A treatment provider in rehab can help you identify risk factors for relapse, develop appropriate coping skills, and provide you with referrals to other supportive services like sober living or ongoing therapy. Having a plan can help you feel confident about what to expect after rehab.
Relapse Prevention Techniques
Relapse prevention techniques are strategies to support you and prevent relapse. The treatment team in rehab might ask you to identify what triggered you to use drugs or alcohol before treatment. This can be different for each person, but common triggers are:6
- Mental health symptoms, like depression, anxiety, or insecurity
- Challenging social situations, such as conflict
- Pressure from others to use substances
Identifying your triggers can help you become aware of certain situations and emotions that may cause you to want to use substances. Once you know what triggers you, you can figure out what skills you can use to cope with that trigger. For example, if you know that feeling sad will make you want to use substances, then finding ways to cope with sadness can help you tolerate cravings and avoid the substance use.
Depending on your situation, sober living may be a good way to transition into what happens after rehab. The structure, safety, and encouragement sober living provides can be highly beneficial to continuing recovery.7 There are different types of sober living, but your treatment team in rehab might be able to identify certain sober living homes that would be a good fit for you.

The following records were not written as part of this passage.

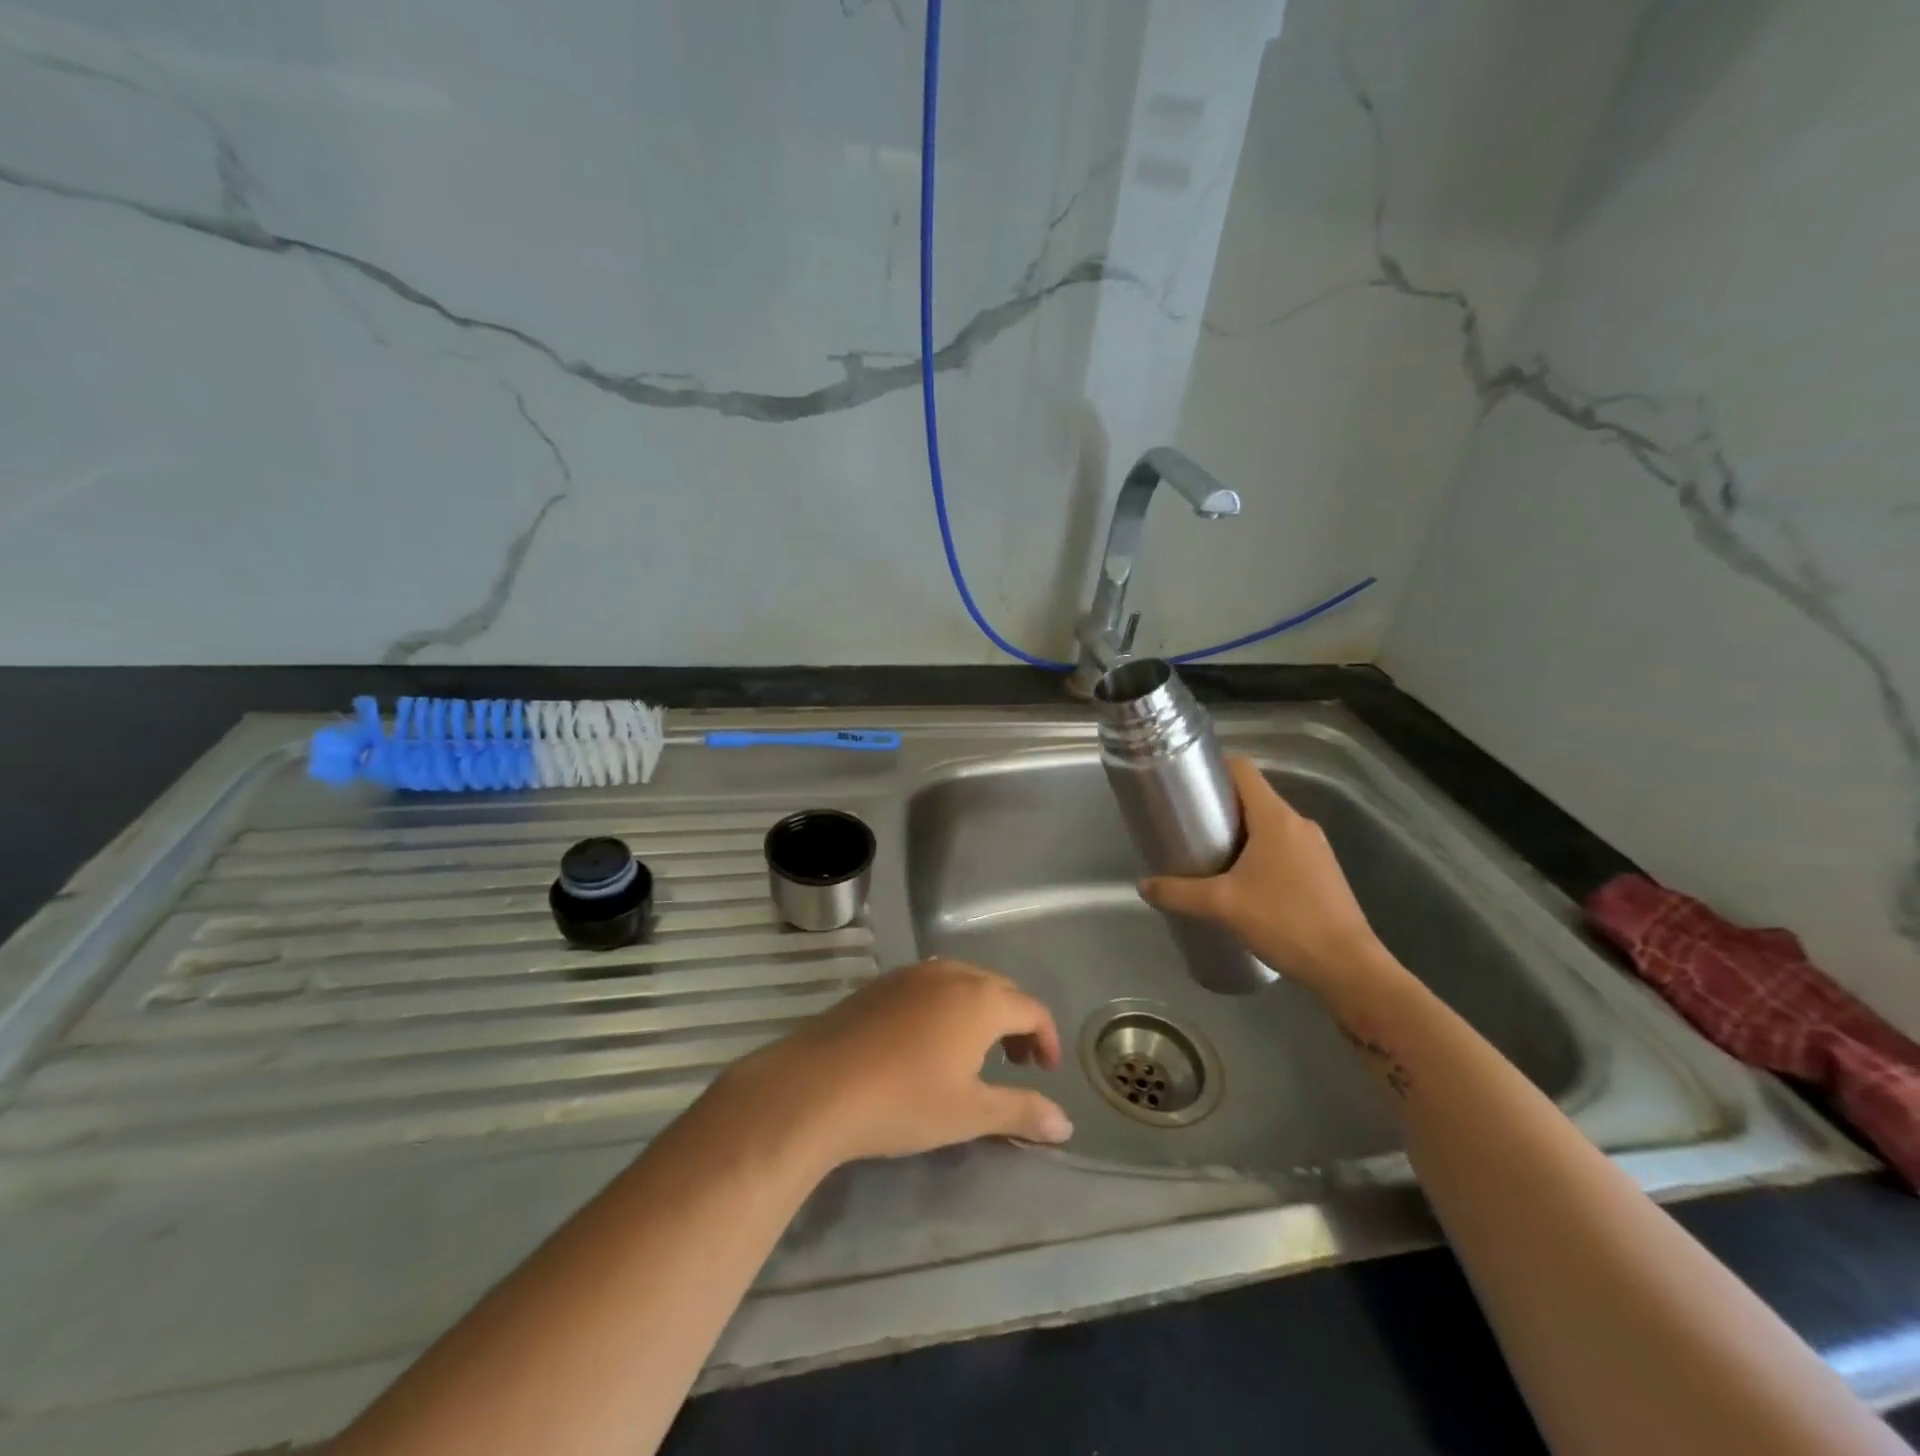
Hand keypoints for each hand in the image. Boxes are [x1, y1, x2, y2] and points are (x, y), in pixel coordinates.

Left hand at [724, 959, 1072, 1168]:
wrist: (818, 1086)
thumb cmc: (904, 1100)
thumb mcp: (969, 1112)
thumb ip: (1022, 1111)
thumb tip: (1066, 1124)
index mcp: (980, 999)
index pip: (1032, 1008)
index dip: (1046, 1038)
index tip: (1045, 1071)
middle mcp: (951, 973)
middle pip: (1000, 990)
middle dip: (1016, 1023)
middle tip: (1017, 1063)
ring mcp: (912, 973)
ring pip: (964, 982)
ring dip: (982, 1011)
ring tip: (976, 1052)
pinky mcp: (881, 983)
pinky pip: (931, 984)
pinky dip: (948, 1005)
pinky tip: (929, 1041)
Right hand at [1138, 756, 1391, 1000]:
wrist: (1347, 968)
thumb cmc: (1284, 922)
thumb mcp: (1221, 906)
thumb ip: (1178, 893)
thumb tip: (1143, 885)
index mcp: (1276, 817)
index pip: (1243, 769)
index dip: (1214, 767)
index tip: (1186, 783)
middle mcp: (1299, 823)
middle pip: (1253, 797)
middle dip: (1219, 806)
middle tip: (1187, 825)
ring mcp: (1315, 847)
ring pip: (1268, 824)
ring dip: (1239, 832)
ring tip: (1209, 855)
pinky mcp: (1322, 871)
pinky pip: (1283, 847)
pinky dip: (1259, 852)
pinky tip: (1242, 882)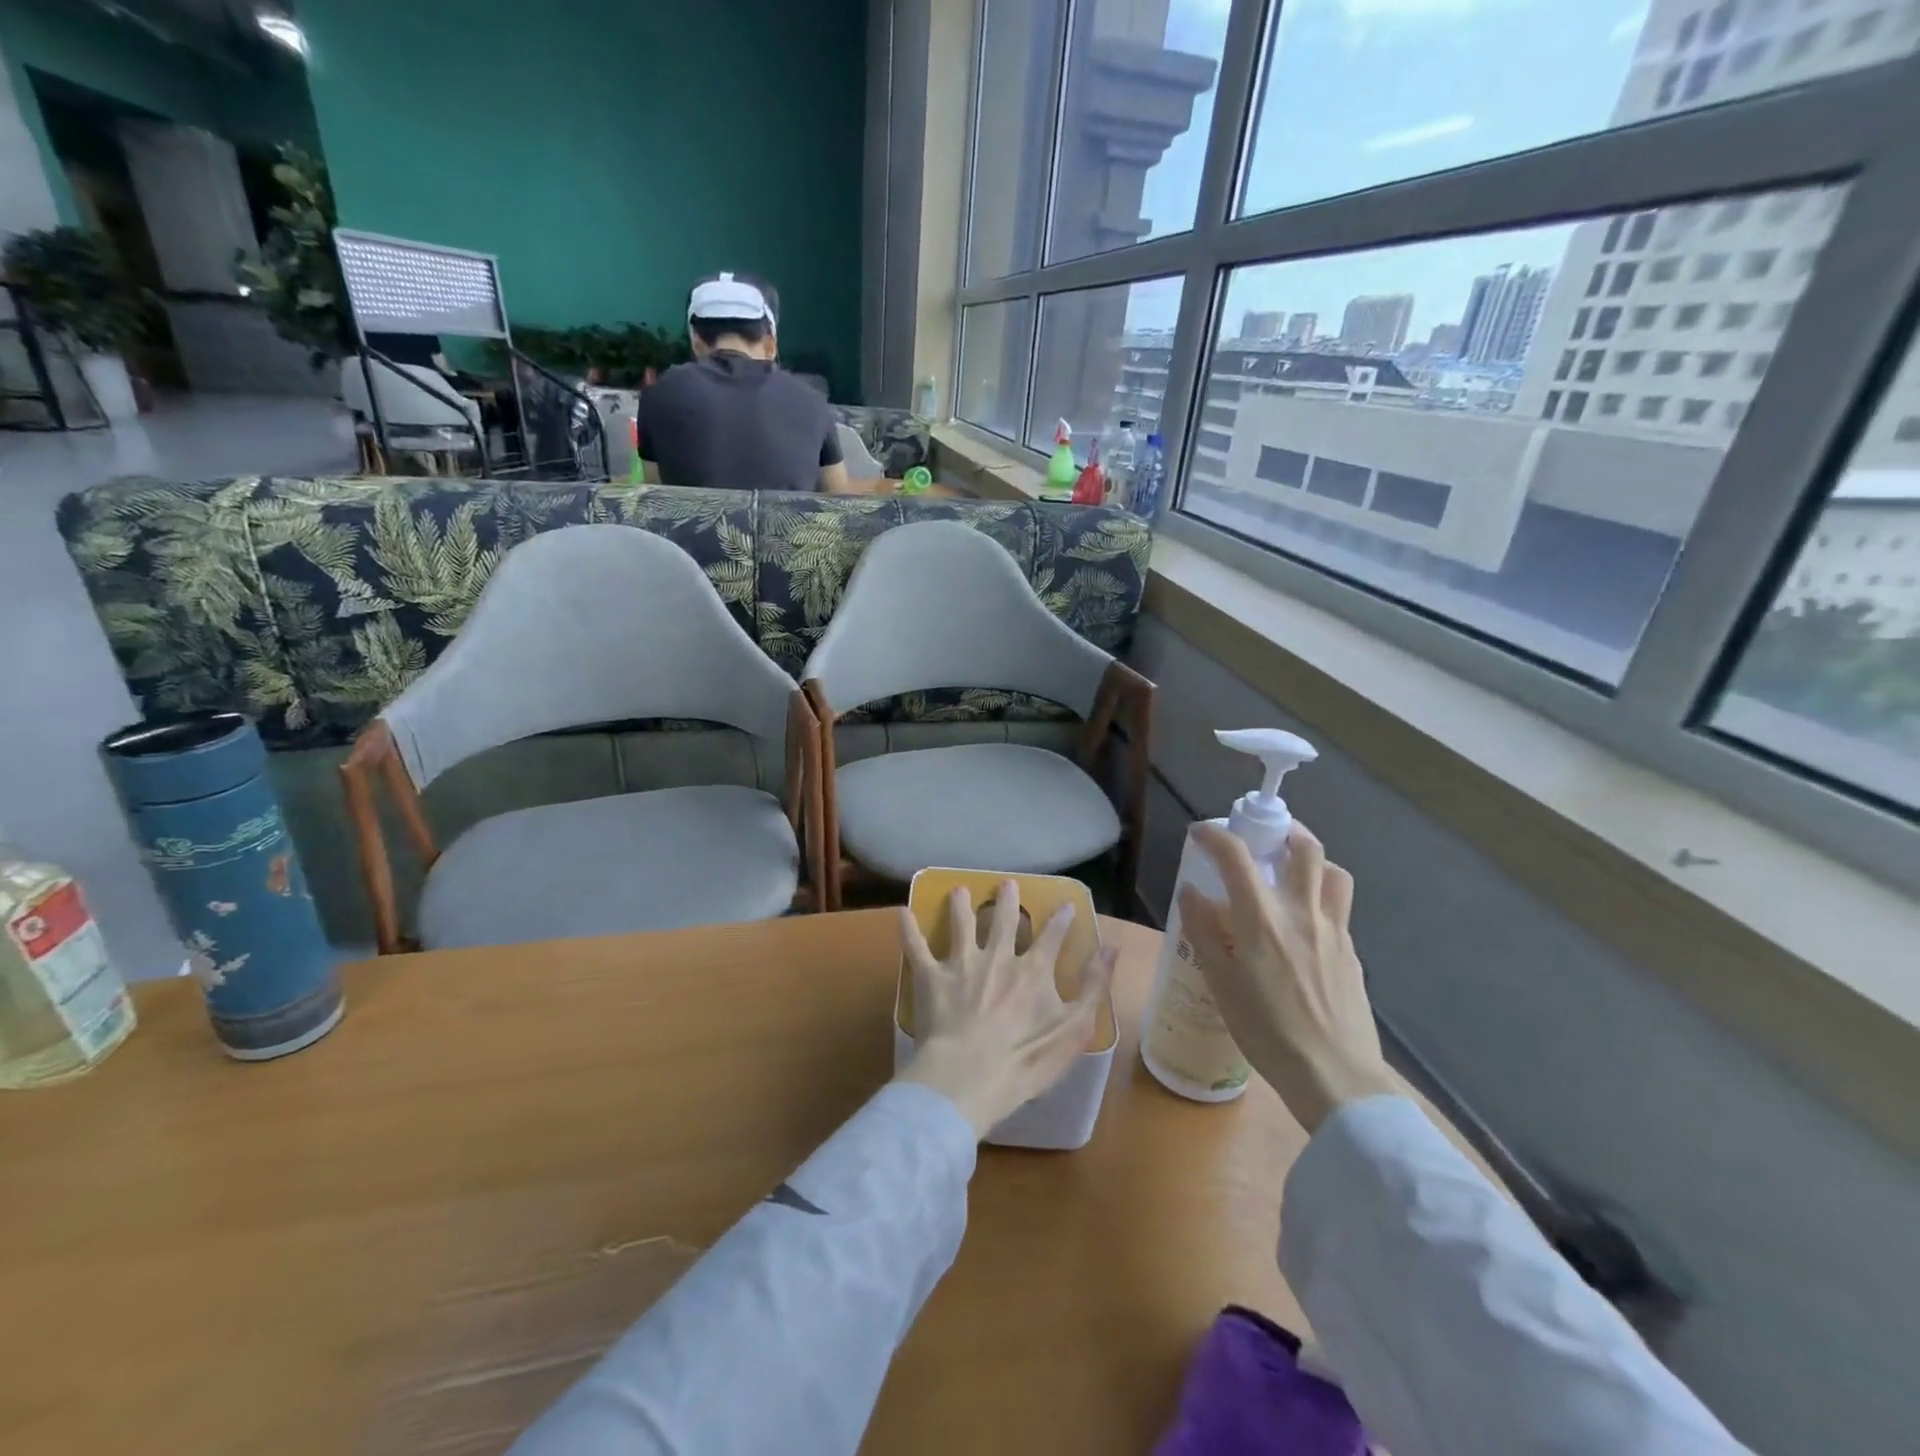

Sober living homes are temporary living situations. They not only offer stability and safety but may also provide support and other recovery-related services. For example, some sober livings have 12-step meetings onsite. These residencies tend to be somewhat structured and have certain requirements in order to live there. These residencies tend to be somewhat structured and have certain requirements in order to live there, which may include: 7
- Attending 12-step meetings
- Following curfew
- Completing regular drug tests
Ongoing Therapy or Treatment
Aftercare referrals may also include recommendations for ongoing therapy or treatment. There are different treatment options available after rehab. These are:8
- Intensive outpatient programs: Intensive outpatient programs are centers that provide intensive services several hours per day, several days per week. These programs tend to offer therapy, peer support groups, and other supportive services like medication management. These programs allow someone to work and live offsite.
- Outpatient treatment: Outpatient treatment is provided at regularly scheduled intervals, such as once a week, every other week, or once a month. You may see a therapist, doctor, or psychiatrist in outpatient treatment.
- Peer support groups: Referrals to support groups like 12-step meetings might be included in your care plan.
Ongoing support can help you continue to make progress in your recovery.5
How Can I Use an Aftercare Plan to Support My Recovery?
An aftercare plan functions to support you in maintaining the progress you made in rehab. However, recovery is about more than stopping or limiting the amount of substances you use.9 Lifestyle changes are necessary to support stable recovery.9 Relapse prevention techniques and supportive services (i.e., sober living, ongoing therapy) help create the foundation for your recovered life.
Your aftercare plan can support you in moving through the final phases of recovery. These phases are:5
- Repair: This stage focuses on repairing the damage the addiction caused. It can also mean repairing any unresolved trauma or emotional pain that contributed to you developing an addiction.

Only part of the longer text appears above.